## INSTRUCTIONS TO FOLLOW
The answer must consist of every line in the records that contains the word "edges".

## INFORMATION PROVIDED
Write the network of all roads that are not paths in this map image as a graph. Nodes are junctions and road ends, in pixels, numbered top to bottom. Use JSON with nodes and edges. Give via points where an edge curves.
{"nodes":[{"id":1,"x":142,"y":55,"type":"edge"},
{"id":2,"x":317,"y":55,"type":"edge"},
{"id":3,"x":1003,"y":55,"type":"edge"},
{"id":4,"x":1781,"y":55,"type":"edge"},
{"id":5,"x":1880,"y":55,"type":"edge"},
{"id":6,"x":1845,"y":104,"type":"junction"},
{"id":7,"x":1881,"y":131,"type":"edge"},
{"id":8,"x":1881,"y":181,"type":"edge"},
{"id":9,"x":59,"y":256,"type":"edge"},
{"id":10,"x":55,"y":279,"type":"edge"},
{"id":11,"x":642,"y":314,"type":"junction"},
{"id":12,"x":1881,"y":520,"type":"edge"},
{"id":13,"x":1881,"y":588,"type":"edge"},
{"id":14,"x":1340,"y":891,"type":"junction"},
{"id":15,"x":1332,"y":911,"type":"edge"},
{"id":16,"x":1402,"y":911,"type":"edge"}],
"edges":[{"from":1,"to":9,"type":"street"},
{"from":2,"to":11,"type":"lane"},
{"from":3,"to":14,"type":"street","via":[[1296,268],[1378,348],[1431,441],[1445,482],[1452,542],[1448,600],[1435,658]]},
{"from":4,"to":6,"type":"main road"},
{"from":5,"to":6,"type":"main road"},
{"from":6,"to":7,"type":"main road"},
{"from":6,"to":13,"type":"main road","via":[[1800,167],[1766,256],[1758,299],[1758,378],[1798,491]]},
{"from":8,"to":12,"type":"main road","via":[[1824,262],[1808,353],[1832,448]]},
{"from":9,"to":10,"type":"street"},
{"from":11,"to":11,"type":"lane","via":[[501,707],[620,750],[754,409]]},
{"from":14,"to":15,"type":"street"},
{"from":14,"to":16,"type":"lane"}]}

## ANSWER TO THIS TASK
Write the network of all roads that are not paths in this map image as a graph. Nodes are junctions and road ends, in pixels, numbered top to bottom. Use JSON with nodes and edges. Give via points where an edge curves.
"edges":[{"from":1,"to":9,"type":"street"},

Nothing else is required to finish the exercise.